Politica

La Lega dissangua i 5s ma non romperà (per ora)

Salvini aspetta e sfrutta le debolezze di Di Maio

La Lega dissangua i 5s ma non romperà (per ora)

Roma Una manciata di giorni fa Matteo Salvini ha dato l'addio al consiglio comunale di Milano. Dopo 25 anni. Era entrato ventenne, un ragazzino alla corte di Formentini. Alla stessa andatura costante ha marciato la sua scalata ai vertici della Lega, essendo qualità dell'uomo la pazienza, la tenacia, la prudenza. Per questo, chi immaginasse il leader leghista come arrembante galoppatore, mosso da frenetica bulimia di potere, hic et nunc, rischierebbe di prendere lucciole per lanterne.

Salvini è un trottatore, se vogliamo un panzer; vuole il potere, ma non ha fretta. «Quando governerò da solo - diceva pochi giorni fa - potrò fare questo e quest'altro, in tempi brevi. Ora sono contento di governare con i 5S, abbiamo cinque anni davanti». Cinque anni magari forse no. Ma la domanda da porsi presumibilmente è un'altra: se un ciclista potesse approfittare di questa comoda posizione, in gergo definita di «succhiaruote», sarebbe mai propenso a cambiarla prima che il traguardo si profili a 50 metri?

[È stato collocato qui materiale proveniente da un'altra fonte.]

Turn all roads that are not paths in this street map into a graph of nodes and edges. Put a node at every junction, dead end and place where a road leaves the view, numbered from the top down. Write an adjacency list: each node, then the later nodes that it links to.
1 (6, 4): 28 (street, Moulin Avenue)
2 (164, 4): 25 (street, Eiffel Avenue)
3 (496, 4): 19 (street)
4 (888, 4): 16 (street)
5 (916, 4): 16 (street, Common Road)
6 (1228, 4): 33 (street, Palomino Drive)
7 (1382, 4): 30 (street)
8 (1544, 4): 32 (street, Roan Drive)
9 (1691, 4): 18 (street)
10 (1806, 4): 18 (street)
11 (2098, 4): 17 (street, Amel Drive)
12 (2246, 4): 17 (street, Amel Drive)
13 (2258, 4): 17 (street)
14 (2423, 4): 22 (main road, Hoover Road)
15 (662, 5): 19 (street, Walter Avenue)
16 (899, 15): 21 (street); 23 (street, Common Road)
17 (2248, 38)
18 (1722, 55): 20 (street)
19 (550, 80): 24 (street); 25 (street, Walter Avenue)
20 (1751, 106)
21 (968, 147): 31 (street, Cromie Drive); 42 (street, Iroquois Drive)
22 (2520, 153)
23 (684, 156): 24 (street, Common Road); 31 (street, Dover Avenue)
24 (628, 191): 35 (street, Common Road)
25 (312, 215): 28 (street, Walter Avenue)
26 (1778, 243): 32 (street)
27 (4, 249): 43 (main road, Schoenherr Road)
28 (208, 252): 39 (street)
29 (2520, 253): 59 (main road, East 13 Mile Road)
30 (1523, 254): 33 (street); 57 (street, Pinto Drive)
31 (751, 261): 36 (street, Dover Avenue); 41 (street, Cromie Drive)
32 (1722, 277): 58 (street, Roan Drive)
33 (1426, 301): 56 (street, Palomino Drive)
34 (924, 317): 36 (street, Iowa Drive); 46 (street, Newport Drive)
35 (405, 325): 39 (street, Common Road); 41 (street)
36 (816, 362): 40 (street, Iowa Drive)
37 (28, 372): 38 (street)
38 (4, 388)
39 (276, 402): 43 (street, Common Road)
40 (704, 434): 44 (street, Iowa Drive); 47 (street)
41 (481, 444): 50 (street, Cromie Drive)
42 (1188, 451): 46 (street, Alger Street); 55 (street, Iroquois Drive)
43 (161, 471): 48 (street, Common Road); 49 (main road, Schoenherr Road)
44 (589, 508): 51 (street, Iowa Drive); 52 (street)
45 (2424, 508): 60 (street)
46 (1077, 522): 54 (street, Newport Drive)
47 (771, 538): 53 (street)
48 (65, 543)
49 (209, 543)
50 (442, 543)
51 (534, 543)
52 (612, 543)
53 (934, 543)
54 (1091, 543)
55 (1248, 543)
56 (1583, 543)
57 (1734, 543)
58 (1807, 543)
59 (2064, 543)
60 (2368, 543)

Ieri, nell'ennesima bufera polemica tra esponenti di governo, e dopo l'ennesimo sforzo mediatico di Di Maio per ribadire che il reddito di cittadinanza non è in discussione e «sarà operativo nei primi tre mesi del 2019», cioè giusto in tempo per le Europee, Salvini ha di nuovo smussato gli angoli. «Nessuna polemica, con i Cinque stelle stiamo lavorando bene, il nostro governo ha un'altissima popolarità e in cinque mesi abbiamo fatto più di chiunque altro. Sono molto soddisfatto per le leggi fatte e quelle in cantiere...». Epperò, nell'elencare «legittima difesa, stop sbarchi, riforma della Fornero», il vicepremier leghista non mancava di ricordare la misura cara a Di Maio, significativamente tramutatasi in «reddito di reinserimento al lavoro». Gutta cavat lapidem, dicevano i latini. «Goccia cinese», si definiva nel medioevo. Ed era una tortura tremenda.

Si può oggi supporre che entrare nel governo con Di Maio sia stato, per Salvini, come sottoscrivere Btp a tasso variabile (e scadenza medio-lunga). A giudicare dai rendimenti dell'investimento, un affare lucroso. Aveva la metà dei voti di Di Maio, ora lo sopravanza abbondantemente. Lui stesso nei sondaggi è sempre sopra il giovane collega vicepremier. Non basta: Di Maio è in perenne difficoltà con i suoi elettori, ha un Movimento «liquido» e nemici interni. Una crisi di governo, poi, per i grillini non è praticabile: sia per il vistoso calo di consensi, sia perché buona parte degli eletti è già al secondo mandato e vicina «alla sparizione dalla scena» (lo ricordava la senatrice Fattori).

Salvini, invece, non ha nemici: né nel quartier generale, né nella base. I ceti produttivi del Nord, in grave sofferenza per lo spread e la rovinosa politica degli annunci, stentano a vedere altri punti di riferimento che non siano Salvini. E persino il reddito di cittadinanza, dal punto di vista mediatico, «funziona» per allontanare la base grillina del Nord da Di Maio e avvicinarla al Carroccio.

Sarà dura ammetterlo ma, per un «succhiaruote» determinato come lui, rischiare il «sorpasso» ora sarebbe autentica follia.